══ EXERCISE DATA ══

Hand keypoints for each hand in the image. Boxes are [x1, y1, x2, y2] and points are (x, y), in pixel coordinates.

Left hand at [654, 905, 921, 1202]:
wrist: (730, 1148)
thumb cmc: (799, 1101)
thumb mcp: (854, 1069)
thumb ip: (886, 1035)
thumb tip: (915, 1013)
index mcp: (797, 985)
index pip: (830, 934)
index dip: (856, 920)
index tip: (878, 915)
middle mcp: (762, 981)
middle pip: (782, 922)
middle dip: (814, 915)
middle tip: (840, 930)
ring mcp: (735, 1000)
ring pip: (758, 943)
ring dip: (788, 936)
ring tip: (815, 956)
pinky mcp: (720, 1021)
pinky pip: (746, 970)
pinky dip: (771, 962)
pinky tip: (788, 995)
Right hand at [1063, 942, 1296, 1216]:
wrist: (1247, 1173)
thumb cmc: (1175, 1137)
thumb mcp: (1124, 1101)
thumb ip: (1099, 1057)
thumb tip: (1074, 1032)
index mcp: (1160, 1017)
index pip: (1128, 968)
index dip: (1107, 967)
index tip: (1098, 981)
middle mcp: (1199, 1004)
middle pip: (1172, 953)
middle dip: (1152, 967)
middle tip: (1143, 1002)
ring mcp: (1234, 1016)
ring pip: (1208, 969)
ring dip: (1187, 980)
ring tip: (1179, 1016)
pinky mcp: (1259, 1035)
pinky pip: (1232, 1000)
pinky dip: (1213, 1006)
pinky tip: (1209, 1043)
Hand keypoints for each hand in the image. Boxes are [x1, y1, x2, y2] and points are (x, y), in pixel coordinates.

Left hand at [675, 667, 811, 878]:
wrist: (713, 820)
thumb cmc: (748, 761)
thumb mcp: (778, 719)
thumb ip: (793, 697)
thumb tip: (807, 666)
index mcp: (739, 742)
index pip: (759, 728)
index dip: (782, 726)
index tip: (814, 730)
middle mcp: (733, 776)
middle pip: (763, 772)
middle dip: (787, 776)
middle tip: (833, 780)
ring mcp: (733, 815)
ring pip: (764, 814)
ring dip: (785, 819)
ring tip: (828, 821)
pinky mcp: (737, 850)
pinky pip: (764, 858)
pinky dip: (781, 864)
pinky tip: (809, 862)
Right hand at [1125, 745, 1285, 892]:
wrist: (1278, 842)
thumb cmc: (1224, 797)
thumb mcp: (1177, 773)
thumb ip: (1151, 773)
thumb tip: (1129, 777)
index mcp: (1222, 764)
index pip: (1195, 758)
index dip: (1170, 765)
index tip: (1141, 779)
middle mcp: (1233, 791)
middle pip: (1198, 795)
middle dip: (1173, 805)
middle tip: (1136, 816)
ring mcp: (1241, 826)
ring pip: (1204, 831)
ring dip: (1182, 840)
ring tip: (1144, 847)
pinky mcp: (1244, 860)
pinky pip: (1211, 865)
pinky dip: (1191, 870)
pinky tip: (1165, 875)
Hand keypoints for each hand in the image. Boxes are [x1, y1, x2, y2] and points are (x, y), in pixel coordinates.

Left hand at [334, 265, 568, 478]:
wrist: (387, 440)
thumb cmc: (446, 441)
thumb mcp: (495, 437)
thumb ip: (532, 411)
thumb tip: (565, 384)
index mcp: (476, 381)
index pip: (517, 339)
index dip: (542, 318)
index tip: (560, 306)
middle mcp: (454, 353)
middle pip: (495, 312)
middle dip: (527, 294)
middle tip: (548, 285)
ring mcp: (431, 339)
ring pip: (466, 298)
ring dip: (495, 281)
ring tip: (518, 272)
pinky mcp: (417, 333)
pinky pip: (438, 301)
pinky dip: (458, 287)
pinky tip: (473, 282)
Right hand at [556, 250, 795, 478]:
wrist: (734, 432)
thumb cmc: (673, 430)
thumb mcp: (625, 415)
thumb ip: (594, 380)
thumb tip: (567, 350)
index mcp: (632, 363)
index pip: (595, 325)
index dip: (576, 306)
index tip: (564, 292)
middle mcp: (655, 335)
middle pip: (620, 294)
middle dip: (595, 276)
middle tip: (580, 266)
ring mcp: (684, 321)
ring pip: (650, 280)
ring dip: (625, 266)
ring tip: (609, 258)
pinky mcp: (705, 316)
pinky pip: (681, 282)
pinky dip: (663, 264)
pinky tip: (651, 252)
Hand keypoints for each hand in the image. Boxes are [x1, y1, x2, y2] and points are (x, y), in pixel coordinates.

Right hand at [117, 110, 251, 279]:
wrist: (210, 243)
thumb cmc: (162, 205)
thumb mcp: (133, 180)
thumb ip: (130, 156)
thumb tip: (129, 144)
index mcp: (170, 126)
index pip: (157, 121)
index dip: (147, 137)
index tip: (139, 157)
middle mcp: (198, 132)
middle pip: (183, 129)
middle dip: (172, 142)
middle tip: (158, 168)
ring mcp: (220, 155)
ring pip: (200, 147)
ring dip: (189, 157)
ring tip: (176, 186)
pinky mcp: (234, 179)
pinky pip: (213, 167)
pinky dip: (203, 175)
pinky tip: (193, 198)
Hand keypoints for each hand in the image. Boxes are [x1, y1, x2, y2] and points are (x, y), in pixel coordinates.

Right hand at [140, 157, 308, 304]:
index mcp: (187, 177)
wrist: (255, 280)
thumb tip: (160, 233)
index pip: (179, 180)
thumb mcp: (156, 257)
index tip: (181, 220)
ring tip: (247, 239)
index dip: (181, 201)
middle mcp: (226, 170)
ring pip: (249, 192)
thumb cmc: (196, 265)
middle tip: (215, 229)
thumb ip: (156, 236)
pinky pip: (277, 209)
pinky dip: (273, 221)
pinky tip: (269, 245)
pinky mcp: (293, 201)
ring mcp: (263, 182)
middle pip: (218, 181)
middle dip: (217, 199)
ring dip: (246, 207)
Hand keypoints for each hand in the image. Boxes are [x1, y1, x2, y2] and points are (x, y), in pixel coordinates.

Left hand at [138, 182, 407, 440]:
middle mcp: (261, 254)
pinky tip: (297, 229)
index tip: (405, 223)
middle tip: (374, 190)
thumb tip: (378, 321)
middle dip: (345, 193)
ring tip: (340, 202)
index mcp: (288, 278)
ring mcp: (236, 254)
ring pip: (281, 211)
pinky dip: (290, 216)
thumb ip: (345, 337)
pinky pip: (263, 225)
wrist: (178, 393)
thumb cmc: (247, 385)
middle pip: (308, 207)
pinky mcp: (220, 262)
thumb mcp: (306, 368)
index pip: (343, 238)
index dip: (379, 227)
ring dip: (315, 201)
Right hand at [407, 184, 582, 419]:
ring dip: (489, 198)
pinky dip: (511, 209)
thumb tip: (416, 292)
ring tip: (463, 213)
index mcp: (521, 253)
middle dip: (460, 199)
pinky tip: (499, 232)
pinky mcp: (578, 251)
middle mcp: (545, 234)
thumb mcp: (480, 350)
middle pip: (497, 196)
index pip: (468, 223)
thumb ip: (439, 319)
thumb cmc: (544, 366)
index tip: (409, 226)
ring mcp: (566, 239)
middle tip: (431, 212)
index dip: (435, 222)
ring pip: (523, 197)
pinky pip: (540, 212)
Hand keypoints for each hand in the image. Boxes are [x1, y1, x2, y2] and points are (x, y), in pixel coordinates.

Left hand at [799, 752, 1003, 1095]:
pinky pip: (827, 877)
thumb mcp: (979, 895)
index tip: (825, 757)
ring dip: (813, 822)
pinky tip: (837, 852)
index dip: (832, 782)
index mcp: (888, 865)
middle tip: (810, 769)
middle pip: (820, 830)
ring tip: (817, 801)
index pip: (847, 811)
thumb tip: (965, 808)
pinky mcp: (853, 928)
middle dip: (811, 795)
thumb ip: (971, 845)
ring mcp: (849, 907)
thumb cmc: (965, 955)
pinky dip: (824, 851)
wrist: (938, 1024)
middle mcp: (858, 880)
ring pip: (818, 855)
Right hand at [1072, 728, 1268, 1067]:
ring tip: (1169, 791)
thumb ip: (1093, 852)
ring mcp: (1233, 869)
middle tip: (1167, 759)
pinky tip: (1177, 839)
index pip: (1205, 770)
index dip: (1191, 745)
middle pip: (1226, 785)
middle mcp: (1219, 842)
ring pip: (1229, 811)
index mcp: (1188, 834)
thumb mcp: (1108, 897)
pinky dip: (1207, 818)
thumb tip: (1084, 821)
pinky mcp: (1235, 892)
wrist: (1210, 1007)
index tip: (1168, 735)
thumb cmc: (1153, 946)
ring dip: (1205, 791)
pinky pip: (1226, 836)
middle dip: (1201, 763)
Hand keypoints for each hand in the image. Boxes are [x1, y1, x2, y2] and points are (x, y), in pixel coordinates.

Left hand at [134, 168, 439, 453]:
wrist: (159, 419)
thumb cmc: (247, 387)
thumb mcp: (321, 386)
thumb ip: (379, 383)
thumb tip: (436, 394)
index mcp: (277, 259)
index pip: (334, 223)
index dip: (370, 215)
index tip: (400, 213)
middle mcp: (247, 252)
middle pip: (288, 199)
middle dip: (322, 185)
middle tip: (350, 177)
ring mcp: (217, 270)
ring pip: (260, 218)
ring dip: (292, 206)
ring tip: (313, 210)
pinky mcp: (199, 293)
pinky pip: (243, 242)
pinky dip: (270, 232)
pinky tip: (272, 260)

═══

* _WHAT YOU SHOULD DO_
Exactly as written, please reproduce the lines from the first line of the data to the line containing "pinky tip: (809, 862)", inclusive, and nothing else.

* _SOLUTION FOR THIS TASK_
Hand keypoints for each hand in the image. Boxes are [x1, y1, x2, y2] and points are (x, y), in pixel coordinates.

Left hand at [654, 905, 921, 1202]:
wrist: (730, 1148)
thumb cmc: (799, 1101)
thumb mcp: (854, 1069)
thumb ip: (886, 1035)
thumb tip: (915, 1013)
index mcp: (797, 985)
index pip: (830, 934)
index dip: (856, 920)
index tip: (878, 915)
middle mcp: (762, 981)
middle pip: (782, 922)
middle dip: (814, 915)
middle tip: (840, 930)
ring mcp: (735, 1000)
ring pip: (758, 943)
ring dip: (788, 936)
ring tip: (815, 956)
pinky mcp: (720, 1021)
pinky pip: (746, 970)
pinky dip: (771, 962)
pinky tip: (788, 995)
Right hand at [1063, 942, 1296, 1216]:
wrist: (1247, 1173)
thumb cmc: (1175, 1137)
thumb mcp: (1124, 1101)
thumb ip: (1099, 1057)
thumb tip: (1074, 1032)
index mcp: (1160, 1017)
index pip: (1128, 968)
index dip: (1107, 967)
index tip: (1098, 981)
middle mcp: (1199, 1004)
middle pip: (1172, 953)
middle dip: (1152, 967)
middle tip: (1143, 1002)
ring mcp: (1234, 1016)
ring pip: (1208, 969)
ring dip: (1187, 980)
ring tip: (1179, 1016)
pinky mcp: (1259, 1035)
pinky pip: (1232, 1000)
pinky dip: (1213, 1006)
pinky tip: (1209, 1043)
Hand keypoints for each hand in the image. Boxes are [x1, y1, x2, y2] and points are (x, y), in pixel coordinates.

Left hand at [675, 667, 811, 878]:
wrist: (713, 820)
thumb cmc: (748, 761)
thumb mcp: (778, 719)
thumb ip: (793, 697)
thumb tip: (807, 666)
index mcp: (739, 742)
index pip: (759, 728)
index dip: (782, 726)
index tip: (814, 730)
middle mcp: (733, 776)
middle pip: (763, 772)
middle dip: (787, 776)
middle tip: (833, 780)
ring mcp: (733, 815)
ring pip: (764, 814)
ring dip: (785, 819)
ring tip: (828, 821)
pinky mcp: (737, 850)
pinky pip: (764, 858)
pinky dip: (781, 864)
pinky tip: (809, 862)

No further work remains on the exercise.